To a member of TCOJCOLDS, the answer that everyone is welcome is given thoughtlessly, without considering that just because you're allowed to be there doesn't mean you're really welcome, and just because you're really welcome doesn't mean you'll feel accepted.

And then the UU not only gets that, but also gets that people can decide for themselves where they fit in. Instead of Mormonism's attempted all-consuming missionary maw, that wants to suck in everyone however they can and spit them out all more or less conforming, Unitarianism just goes "Well, we hope you'll like it here."

It made me tear up. I'm so used to a church that's dictated from the top down, with a smug moral superiority. Seeing one that's run from the bottom up with an actual welcoming hand is just... Gods. I mean hell, they have a sub-organization specifically for transgender/gender variant ministers and pastors! Holy shit! They're not just going "Trans people can come" they're going "We're going to help trans people run some of this thing."

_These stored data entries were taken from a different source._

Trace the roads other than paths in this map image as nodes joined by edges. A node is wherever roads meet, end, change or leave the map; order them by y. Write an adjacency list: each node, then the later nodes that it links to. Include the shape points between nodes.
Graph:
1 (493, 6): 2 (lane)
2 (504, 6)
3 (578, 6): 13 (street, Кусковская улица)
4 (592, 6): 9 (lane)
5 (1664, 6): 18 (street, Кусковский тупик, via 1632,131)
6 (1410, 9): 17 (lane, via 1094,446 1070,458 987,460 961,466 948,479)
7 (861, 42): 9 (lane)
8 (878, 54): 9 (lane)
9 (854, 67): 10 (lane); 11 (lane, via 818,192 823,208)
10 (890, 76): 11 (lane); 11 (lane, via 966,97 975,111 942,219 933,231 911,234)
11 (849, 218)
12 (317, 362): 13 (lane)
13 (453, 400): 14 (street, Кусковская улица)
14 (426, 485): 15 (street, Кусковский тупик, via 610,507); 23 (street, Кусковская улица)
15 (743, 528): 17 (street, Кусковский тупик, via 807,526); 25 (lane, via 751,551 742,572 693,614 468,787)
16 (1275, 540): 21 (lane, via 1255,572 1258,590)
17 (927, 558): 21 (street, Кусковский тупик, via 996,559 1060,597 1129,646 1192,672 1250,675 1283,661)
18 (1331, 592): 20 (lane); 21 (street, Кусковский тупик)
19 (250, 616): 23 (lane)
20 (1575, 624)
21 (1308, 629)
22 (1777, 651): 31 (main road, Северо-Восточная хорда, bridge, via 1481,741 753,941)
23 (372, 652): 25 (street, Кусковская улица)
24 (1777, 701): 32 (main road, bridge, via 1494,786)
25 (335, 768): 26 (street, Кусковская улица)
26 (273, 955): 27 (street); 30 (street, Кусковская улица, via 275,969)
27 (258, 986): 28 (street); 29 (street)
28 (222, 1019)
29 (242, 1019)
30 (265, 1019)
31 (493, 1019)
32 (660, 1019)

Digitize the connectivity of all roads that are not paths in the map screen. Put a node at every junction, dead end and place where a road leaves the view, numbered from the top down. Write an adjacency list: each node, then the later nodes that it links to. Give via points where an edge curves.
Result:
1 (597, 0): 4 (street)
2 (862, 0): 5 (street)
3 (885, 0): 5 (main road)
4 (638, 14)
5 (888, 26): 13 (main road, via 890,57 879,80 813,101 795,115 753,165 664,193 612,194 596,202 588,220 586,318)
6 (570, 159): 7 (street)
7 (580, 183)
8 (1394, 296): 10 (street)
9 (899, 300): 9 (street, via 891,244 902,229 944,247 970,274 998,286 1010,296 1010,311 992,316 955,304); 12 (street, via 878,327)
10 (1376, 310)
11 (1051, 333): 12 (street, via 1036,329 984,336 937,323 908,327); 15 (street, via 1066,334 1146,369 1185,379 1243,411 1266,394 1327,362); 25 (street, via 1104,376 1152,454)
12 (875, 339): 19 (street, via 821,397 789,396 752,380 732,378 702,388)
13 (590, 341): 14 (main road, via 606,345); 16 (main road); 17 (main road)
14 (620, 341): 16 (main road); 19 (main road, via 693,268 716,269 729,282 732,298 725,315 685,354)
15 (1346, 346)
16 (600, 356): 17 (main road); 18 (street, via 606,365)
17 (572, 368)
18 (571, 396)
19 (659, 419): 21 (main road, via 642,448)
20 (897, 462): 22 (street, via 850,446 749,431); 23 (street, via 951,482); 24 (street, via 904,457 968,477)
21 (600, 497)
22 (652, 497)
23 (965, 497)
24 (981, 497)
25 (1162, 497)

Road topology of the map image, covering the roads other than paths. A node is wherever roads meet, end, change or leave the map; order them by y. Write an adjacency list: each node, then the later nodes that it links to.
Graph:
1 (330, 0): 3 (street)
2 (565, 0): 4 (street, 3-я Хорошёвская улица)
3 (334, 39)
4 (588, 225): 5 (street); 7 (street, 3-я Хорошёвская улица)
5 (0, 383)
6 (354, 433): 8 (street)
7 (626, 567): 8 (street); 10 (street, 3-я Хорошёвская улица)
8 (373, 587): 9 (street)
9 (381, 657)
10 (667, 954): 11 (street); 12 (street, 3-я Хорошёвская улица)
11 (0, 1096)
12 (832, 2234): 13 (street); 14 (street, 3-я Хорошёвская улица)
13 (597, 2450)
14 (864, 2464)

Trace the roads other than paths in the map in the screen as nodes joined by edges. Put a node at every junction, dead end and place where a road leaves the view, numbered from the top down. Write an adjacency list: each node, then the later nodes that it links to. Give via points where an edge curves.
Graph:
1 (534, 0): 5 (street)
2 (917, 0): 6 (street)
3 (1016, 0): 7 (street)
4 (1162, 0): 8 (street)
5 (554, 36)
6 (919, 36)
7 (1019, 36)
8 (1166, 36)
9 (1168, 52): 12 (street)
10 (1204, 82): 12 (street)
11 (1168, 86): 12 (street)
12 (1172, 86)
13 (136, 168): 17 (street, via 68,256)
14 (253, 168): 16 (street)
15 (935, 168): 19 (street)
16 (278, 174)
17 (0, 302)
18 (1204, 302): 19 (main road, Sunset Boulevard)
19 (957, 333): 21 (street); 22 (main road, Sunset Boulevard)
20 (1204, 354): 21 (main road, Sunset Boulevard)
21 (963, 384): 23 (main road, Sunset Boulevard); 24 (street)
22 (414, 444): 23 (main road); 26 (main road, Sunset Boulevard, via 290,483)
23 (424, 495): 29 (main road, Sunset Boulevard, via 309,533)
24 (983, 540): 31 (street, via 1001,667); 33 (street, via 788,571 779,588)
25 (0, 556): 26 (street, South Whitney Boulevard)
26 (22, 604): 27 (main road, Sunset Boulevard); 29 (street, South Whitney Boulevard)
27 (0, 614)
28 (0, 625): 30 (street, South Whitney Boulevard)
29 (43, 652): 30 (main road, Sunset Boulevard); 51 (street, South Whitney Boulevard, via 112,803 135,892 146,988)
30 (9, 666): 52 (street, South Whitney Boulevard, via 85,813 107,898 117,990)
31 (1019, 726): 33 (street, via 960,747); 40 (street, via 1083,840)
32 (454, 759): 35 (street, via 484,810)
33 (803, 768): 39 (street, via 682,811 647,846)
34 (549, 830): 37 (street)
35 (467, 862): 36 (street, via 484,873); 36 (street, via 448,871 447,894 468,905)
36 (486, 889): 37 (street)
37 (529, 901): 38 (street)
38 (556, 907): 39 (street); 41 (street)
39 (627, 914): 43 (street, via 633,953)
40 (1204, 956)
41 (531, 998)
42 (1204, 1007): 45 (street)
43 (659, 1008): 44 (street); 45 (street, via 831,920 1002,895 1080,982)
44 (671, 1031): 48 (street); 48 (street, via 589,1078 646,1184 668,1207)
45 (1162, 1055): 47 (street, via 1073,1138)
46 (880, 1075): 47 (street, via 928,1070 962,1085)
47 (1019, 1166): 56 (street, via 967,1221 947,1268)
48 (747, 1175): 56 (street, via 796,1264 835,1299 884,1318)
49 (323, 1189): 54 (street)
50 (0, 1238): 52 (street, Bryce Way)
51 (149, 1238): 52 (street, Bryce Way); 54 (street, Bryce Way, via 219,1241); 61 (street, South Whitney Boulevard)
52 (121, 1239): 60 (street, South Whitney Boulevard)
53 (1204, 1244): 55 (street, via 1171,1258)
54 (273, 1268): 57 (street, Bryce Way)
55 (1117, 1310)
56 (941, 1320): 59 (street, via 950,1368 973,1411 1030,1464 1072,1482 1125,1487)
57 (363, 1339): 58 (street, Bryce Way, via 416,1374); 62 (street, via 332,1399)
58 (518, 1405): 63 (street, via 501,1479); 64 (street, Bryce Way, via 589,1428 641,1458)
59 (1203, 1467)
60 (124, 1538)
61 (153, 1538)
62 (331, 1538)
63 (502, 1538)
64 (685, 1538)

I really hope I like the local congregation.

I might not. Just because I like their philosophy doesn't mean I'll fit into their practice, you know? Knowing my local area, and where I've seen lawn signs I know know are UU ones (I noticed and liked them when I first saw them, it was nifty seeing them for sale on the church's site) I'm pretty sure the local group leans very hippie, new-age, pagan, etc. I can sometimes jive with that, but sometimes I can't, it depends a bit. The naive, "Moon Child Of The Benevolent All" types make me want to slap them upside the head, you know? I can't deal with somebody who can't recognize that the world we live in ain't a benevolent one.

But anyhow.

I'm going to give it a go, probably this Sunday. Hopefully it'll work out for me.

I miss church. I don't "need" a church any more than I "need" a romantic partner, but both can be really, really, really important to have, you know?